▶ [Problem description] Your answer must be every line of the data that holds the string "covering".

▶ [Data provided]
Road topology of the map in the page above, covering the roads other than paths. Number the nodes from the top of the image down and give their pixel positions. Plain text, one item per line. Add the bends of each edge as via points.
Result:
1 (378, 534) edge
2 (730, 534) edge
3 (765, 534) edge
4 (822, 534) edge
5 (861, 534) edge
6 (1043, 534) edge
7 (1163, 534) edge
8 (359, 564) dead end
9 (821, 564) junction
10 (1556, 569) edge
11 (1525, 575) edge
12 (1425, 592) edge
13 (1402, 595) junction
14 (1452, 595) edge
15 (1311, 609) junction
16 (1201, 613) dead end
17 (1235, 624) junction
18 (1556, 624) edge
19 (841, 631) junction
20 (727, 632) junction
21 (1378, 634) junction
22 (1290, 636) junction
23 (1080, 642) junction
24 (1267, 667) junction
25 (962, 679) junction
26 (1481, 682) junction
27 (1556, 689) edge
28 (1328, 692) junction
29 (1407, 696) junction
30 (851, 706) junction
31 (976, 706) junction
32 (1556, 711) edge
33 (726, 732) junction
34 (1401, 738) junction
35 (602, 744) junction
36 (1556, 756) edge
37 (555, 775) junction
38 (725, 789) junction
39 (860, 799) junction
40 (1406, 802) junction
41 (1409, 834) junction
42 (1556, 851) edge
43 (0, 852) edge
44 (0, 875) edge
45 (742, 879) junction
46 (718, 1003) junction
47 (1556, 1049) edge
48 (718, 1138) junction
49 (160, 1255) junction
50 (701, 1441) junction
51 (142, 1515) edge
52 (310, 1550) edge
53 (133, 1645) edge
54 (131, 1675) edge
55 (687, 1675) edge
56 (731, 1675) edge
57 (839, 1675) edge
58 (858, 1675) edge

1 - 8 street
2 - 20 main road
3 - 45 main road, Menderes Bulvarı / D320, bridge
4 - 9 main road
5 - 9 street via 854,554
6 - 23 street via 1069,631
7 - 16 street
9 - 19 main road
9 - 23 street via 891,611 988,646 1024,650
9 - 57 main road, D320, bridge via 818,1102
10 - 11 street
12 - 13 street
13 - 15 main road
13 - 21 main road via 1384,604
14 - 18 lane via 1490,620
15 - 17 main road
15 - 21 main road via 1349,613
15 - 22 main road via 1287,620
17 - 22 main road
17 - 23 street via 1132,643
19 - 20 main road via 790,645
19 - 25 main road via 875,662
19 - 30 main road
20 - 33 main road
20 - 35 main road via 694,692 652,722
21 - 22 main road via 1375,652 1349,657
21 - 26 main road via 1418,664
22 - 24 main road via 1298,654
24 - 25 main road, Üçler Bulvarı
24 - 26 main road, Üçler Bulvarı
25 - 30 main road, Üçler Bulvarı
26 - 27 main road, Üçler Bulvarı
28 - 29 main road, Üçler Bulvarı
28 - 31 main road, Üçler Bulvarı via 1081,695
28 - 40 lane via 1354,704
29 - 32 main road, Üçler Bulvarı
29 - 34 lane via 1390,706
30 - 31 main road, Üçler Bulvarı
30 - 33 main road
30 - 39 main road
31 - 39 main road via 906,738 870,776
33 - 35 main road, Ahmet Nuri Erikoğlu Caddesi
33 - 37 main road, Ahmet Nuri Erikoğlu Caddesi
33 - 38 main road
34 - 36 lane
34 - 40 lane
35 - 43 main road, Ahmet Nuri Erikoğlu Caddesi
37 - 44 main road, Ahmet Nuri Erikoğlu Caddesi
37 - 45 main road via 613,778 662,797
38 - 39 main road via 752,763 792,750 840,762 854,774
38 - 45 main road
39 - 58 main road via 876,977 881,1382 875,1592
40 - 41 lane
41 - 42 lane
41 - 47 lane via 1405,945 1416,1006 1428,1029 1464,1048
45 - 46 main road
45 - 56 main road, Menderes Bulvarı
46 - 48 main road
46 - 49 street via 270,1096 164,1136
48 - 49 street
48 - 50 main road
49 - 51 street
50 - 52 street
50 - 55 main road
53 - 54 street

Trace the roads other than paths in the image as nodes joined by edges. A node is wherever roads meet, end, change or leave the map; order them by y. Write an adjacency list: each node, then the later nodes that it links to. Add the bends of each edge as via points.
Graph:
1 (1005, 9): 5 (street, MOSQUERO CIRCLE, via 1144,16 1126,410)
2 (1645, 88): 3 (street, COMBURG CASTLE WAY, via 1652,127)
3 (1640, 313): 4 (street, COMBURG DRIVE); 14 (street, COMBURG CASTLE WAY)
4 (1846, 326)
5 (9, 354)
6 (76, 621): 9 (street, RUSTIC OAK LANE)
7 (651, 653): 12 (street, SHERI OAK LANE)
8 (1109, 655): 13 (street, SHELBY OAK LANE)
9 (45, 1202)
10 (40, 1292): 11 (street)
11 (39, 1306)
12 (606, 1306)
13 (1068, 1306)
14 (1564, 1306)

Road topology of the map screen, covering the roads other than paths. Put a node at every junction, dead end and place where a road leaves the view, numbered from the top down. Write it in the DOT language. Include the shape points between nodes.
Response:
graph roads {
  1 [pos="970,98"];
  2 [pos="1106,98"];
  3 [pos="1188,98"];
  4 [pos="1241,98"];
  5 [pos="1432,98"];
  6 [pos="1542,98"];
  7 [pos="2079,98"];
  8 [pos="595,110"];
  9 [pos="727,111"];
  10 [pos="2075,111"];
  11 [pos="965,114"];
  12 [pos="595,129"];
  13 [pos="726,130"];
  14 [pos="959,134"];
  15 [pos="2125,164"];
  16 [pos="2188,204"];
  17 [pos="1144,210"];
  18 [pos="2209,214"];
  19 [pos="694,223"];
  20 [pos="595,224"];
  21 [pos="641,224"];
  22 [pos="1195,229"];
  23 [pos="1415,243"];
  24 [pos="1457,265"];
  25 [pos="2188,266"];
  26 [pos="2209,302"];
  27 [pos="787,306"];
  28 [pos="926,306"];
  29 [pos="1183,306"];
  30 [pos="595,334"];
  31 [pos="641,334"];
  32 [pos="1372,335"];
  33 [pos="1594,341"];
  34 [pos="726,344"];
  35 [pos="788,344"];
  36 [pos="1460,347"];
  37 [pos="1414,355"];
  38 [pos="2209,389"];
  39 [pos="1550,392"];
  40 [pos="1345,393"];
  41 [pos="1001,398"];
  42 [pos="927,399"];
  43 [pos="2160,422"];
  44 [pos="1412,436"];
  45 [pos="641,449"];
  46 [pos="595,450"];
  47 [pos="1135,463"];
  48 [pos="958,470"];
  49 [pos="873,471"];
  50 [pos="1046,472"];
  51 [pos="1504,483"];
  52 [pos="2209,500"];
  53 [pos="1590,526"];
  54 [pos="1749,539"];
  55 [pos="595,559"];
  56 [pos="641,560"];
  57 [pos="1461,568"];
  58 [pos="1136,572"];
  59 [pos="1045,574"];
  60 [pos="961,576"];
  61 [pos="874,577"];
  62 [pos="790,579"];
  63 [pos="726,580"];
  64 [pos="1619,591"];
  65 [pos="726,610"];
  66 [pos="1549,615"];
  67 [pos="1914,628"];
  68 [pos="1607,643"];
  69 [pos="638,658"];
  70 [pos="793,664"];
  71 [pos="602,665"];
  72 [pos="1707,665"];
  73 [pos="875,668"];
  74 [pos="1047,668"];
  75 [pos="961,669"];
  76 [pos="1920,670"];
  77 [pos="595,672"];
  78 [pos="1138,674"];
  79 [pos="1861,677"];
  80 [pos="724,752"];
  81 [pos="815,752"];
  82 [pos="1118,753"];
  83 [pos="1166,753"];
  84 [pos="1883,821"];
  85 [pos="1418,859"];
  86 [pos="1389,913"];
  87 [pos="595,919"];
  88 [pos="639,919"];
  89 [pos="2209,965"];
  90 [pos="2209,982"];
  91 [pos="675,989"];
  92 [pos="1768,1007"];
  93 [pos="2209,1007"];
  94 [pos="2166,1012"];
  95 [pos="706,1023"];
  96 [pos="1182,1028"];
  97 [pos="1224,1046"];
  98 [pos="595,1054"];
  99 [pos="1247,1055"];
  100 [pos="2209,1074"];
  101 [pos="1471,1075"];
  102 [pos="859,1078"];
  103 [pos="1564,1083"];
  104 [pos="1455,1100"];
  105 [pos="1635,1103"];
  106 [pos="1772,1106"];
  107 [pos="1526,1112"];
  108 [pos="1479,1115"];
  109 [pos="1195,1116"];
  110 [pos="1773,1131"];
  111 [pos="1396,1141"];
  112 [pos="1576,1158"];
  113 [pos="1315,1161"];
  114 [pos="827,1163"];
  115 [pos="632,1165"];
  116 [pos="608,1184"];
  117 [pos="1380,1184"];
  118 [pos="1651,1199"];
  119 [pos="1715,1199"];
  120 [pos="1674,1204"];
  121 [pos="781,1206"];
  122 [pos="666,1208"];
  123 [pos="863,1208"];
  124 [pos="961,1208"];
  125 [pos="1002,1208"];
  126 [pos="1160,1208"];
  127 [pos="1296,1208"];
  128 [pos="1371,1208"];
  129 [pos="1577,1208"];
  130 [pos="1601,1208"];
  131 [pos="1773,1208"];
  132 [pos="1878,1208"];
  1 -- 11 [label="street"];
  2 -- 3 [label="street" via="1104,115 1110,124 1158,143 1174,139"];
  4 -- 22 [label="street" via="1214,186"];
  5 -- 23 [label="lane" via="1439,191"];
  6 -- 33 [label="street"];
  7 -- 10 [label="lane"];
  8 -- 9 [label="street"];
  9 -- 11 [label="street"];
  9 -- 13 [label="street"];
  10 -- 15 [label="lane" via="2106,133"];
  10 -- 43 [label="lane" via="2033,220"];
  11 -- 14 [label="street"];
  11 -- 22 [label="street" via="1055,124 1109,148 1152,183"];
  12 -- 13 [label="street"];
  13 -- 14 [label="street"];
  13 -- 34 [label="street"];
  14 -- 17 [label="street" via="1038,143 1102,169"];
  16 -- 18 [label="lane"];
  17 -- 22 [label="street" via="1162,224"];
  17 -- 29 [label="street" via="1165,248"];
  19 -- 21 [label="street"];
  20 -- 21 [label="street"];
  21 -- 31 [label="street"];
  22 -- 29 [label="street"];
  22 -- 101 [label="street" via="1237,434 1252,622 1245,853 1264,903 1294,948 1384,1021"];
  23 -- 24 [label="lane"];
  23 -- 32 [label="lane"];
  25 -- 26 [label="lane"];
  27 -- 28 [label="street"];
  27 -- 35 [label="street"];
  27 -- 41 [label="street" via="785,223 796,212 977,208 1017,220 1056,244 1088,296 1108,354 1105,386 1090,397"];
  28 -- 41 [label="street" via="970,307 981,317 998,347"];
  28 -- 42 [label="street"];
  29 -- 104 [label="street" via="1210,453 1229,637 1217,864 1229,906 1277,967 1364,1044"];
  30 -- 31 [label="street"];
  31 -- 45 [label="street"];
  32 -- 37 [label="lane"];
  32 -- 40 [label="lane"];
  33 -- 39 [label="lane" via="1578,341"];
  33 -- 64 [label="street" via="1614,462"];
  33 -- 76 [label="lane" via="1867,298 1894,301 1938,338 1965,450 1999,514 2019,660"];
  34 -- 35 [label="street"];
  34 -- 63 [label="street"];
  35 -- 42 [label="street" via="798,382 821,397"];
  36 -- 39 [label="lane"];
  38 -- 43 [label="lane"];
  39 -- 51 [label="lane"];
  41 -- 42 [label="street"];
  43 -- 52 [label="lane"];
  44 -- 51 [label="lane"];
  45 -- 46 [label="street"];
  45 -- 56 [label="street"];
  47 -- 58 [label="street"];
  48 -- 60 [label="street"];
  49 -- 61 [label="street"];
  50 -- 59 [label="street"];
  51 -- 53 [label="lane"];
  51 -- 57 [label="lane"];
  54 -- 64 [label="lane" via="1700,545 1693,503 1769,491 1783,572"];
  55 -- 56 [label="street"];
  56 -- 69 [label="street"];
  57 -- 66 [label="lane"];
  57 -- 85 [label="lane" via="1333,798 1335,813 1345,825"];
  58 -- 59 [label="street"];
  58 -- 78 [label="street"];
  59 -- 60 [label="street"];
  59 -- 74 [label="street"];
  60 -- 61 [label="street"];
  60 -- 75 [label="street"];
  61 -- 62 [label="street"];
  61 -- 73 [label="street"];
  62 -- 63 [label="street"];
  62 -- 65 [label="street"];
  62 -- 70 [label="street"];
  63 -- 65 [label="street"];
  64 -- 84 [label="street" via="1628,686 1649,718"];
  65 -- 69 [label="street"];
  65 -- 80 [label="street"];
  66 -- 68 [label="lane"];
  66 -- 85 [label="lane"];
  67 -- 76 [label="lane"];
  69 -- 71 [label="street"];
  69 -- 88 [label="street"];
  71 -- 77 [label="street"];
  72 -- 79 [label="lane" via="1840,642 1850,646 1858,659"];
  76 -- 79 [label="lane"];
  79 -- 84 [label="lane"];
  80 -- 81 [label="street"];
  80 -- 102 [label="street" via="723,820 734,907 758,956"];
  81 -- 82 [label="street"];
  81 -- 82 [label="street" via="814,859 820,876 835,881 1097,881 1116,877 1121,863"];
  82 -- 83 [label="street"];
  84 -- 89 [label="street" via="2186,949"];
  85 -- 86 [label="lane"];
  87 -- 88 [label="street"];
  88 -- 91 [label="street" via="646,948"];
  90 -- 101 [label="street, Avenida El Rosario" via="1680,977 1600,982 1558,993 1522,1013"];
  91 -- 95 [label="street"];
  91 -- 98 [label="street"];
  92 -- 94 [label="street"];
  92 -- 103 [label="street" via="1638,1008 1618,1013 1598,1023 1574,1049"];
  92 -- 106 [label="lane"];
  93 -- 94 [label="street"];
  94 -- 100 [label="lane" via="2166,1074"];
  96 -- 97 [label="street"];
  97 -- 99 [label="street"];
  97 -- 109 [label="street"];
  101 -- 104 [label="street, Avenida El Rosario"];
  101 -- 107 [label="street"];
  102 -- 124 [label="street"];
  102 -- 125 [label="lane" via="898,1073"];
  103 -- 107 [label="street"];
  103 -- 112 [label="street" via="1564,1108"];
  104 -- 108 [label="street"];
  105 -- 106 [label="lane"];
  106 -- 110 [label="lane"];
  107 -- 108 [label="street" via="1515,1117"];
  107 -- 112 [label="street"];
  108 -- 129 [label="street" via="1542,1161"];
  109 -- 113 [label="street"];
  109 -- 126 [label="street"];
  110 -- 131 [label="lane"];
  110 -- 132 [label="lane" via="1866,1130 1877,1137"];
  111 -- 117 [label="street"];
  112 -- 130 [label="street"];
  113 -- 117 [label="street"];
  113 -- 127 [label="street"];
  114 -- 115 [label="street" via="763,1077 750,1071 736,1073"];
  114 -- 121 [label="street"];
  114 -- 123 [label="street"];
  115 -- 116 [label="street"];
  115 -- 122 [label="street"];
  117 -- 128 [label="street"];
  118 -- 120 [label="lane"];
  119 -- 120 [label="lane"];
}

▶ [Result of the exercise]
Road topology of the map in the page above, covering the roads other than paths. Number the nodes from the top of the image down and give their pixel positions. Plain text, one item per line. Add the bends of each edge as via points.
Road topology of the map screen, covering the roads other than paths. Put a node at every junction, dead end and place where a road leaves the view, numbered from the top down. Write it in the DOT language. Include the shape points between nodes.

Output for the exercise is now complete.